**What the task requires**
Among the lines of the material, copy those that hold the string "graph".

**Information given**
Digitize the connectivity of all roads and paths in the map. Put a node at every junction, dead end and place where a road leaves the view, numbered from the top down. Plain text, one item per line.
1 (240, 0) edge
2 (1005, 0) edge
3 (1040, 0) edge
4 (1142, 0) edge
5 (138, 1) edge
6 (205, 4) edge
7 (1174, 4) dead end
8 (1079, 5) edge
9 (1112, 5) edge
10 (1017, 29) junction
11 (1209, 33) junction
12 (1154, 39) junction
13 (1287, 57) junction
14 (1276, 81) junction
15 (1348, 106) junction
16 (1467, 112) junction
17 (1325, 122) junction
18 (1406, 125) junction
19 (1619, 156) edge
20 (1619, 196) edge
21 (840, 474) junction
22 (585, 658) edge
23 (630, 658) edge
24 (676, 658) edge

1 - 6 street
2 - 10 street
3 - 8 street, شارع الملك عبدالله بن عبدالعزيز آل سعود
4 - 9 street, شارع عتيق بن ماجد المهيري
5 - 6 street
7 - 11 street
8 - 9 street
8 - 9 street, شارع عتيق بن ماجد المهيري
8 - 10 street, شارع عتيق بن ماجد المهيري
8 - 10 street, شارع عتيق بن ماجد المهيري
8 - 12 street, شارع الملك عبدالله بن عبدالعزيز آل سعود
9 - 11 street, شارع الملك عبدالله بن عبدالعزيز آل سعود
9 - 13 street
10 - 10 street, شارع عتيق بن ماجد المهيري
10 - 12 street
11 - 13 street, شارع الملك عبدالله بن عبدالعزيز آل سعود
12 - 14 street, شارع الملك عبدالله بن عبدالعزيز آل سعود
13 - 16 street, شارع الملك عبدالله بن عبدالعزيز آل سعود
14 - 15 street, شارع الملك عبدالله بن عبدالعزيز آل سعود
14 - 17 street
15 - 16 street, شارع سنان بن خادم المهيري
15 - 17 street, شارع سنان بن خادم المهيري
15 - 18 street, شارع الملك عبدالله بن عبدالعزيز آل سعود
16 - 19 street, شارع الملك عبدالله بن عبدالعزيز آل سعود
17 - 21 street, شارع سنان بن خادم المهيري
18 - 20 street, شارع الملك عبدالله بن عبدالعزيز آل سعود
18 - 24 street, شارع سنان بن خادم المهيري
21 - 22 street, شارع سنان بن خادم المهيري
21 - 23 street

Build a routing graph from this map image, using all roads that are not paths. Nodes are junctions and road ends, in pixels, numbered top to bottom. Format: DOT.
...
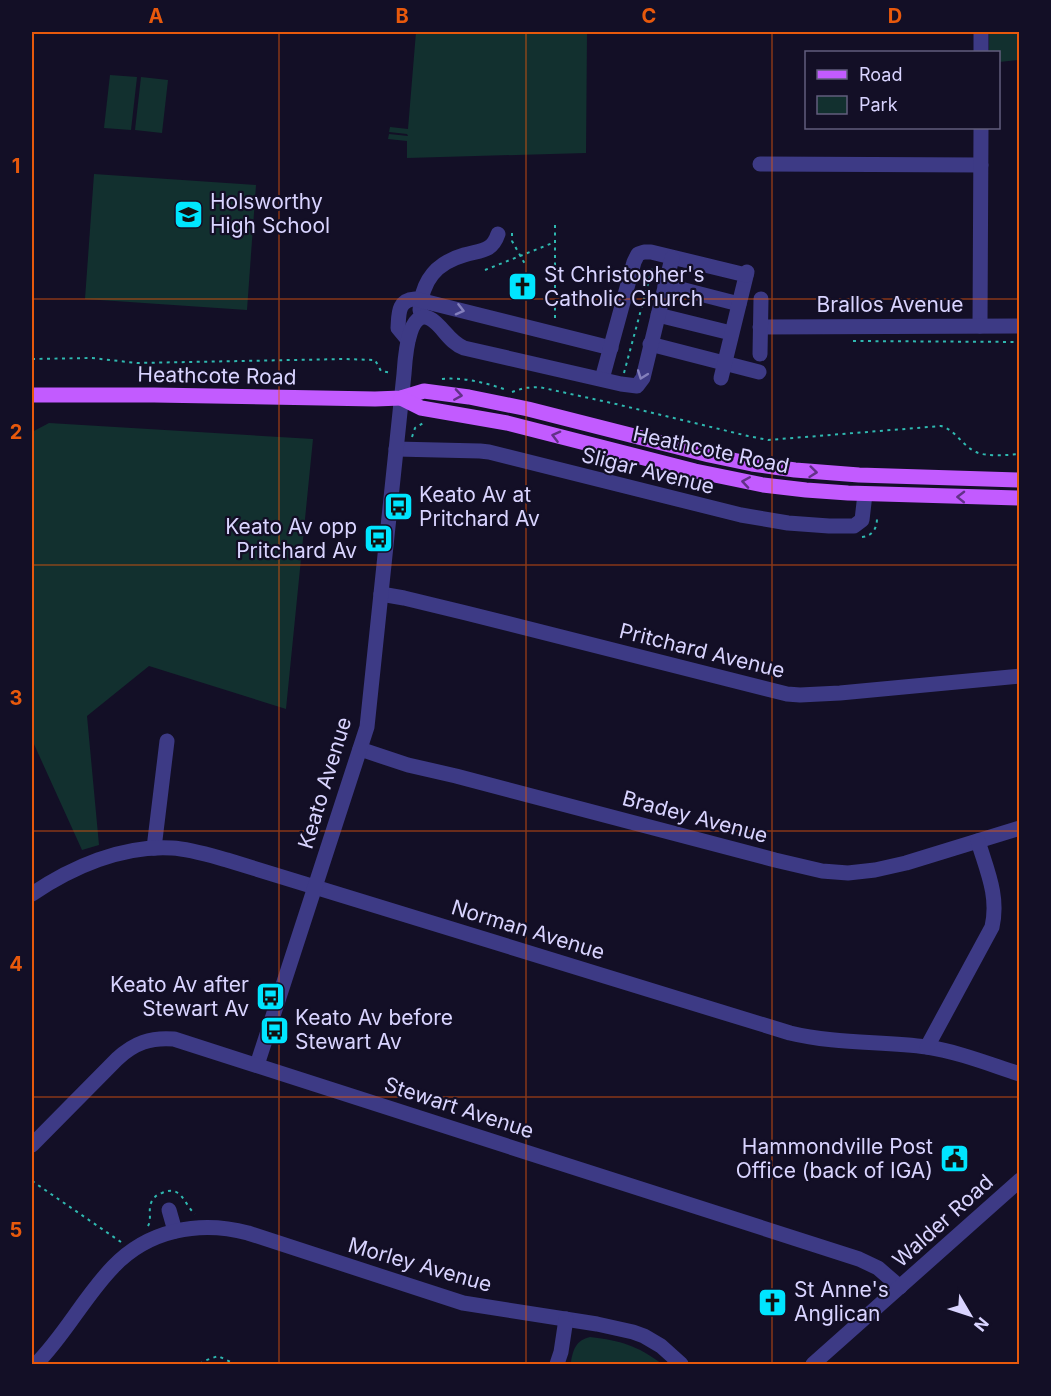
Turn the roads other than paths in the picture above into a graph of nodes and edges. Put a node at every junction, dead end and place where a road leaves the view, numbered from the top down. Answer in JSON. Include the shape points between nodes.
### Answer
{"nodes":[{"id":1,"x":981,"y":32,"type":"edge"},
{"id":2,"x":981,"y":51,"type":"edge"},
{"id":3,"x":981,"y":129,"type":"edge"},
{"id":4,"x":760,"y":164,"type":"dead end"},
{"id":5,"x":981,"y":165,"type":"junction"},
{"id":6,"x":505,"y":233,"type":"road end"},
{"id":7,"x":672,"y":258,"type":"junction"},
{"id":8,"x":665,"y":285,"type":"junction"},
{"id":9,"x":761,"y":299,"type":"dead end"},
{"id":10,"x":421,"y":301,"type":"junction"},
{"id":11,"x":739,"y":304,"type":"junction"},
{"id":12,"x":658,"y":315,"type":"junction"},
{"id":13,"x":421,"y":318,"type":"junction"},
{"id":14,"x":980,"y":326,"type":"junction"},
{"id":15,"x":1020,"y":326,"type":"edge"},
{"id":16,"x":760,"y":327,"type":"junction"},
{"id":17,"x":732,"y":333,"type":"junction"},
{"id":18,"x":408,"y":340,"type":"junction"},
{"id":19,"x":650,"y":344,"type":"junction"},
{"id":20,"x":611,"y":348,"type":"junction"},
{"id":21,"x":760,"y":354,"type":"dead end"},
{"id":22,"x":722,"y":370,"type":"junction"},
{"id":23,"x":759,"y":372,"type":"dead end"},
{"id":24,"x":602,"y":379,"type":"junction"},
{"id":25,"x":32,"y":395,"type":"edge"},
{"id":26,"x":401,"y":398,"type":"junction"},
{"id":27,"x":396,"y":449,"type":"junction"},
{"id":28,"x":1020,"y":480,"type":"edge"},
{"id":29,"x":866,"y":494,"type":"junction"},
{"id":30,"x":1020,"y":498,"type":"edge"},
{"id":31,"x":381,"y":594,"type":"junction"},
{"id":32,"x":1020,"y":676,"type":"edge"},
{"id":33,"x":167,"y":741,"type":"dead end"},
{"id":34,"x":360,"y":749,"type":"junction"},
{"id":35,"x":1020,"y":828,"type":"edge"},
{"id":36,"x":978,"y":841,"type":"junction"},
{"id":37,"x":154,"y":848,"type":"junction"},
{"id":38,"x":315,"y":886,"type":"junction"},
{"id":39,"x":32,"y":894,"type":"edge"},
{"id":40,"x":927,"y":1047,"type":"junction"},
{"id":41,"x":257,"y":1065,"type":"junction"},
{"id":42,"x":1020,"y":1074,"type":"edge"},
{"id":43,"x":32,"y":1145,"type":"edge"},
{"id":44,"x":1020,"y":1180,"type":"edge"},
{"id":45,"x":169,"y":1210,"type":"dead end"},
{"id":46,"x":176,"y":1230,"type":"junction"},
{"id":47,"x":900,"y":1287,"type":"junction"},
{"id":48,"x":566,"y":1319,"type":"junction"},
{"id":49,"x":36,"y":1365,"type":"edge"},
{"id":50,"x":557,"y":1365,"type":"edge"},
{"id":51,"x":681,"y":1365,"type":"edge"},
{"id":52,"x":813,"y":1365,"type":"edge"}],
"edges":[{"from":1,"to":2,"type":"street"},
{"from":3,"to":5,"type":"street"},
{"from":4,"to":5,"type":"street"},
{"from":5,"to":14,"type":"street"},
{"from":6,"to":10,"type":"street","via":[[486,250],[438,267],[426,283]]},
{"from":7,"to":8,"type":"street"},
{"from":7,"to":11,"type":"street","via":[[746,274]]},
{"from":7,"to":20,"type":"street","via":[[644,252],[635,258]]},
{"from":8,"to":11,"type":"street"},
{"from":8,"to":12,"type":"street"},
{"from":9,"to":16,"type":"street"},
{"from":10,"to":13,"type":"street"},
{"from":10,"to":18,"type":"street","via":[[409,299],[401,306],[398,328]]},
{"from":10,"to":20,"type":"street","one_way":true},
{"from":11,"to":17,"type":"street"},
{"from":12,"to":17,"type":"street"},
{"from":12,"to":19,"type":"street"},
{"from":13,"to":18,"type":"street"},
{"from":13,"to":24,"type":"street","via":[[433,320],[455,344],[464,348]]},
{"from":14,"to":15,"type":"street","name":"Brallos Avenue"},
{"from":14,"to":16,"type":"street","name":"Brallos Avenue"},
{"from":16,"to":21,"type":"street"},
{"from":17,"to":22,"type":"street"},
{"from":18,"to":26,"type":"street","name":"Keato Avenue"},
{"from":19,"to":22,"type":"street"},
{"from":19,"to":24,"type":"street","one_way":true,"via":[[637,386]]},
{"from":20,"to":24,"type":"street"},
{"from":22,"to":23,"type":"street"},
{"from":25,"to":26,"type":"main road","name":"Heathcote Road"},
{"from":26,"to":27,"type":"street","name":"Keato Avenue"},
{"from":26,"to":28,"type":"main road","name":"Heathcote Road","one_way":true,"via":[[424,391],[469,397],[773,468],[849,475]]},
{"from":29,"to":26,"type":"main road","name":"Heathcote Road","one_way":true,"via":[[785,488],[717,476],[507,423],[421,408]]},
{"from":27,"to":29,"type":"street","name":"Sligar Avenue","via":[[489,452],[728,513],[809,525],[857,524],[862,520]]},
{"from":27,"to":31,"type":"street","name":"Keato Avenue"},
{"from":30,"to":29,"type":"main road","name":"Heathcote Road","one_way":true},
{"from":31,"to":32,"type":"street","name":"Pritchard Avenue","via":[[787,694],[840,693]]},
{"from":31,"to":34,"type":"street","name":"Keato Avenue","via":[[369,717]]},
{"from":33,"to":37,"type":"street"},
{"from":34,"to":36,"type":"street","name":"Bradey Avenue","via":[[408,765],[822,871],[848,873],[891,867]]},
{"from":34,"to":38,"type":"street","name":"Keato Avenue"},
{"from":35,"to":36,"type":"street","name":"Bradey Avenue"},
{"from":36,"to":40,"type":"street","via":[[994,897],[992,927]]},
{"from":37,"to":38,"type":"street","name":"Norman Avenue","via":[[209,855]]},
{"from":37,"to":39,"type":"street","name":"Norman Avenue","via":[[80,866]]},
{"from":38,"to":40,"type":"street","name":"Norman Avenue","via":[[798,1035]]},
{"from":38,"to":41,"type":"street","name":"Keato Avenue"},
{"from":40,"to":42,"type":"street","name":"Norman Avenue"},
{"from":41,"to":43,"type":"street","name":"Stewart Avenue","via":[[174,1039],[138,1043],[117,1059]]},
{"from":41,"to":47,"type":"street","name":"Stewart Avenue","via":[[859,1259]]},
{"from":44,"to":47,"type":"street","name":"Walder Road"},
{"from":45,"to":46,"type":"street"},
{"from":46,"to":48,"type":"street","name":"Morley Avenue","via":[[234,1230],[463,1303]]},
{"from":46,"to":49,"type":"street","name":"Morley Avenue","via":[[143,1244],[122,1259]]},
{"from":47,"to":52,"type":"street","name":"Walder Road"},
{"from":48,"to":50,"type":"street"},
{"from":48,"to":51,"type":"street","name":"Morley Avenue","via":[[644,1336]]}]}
---
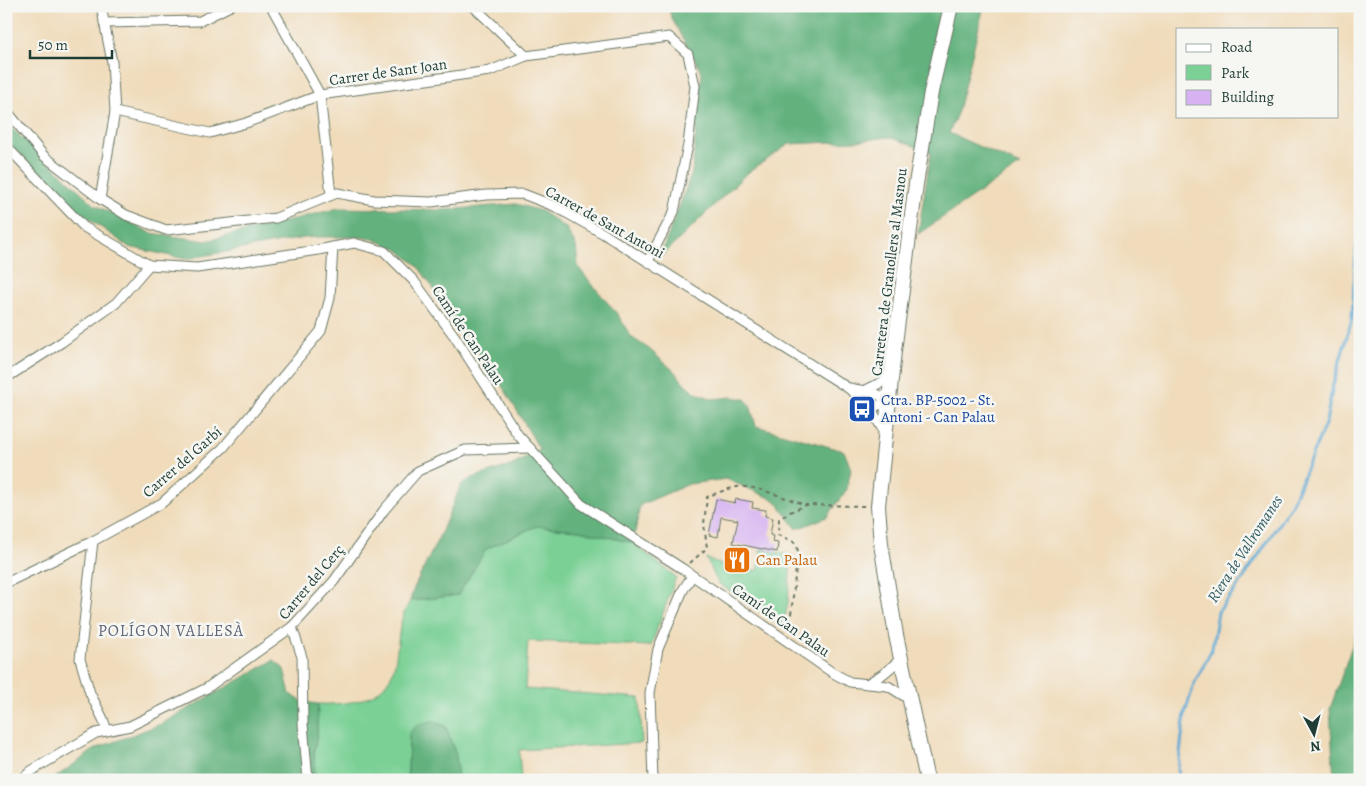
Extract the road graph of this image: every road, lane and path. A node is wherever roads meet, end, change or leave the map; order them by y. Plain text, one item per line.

**Response area**
Build a routing graph from this map image, using all roads that are not paths. Nodes are junctions and road ends, in pixels, numbered top to bottom. Format: DOT.
Turn the roads other than paths in the picture above into a graph of nodes and edges. Put a node at every junction, dead end and place where a road leaves the view, numbered from the top down. Answer in JSON. Include the shape points between nodes.
Extract the road graph of this image: every road, lane and path. A node is wherever roads meet, end, change or leave the map; order them by y. Plain text, one item per line.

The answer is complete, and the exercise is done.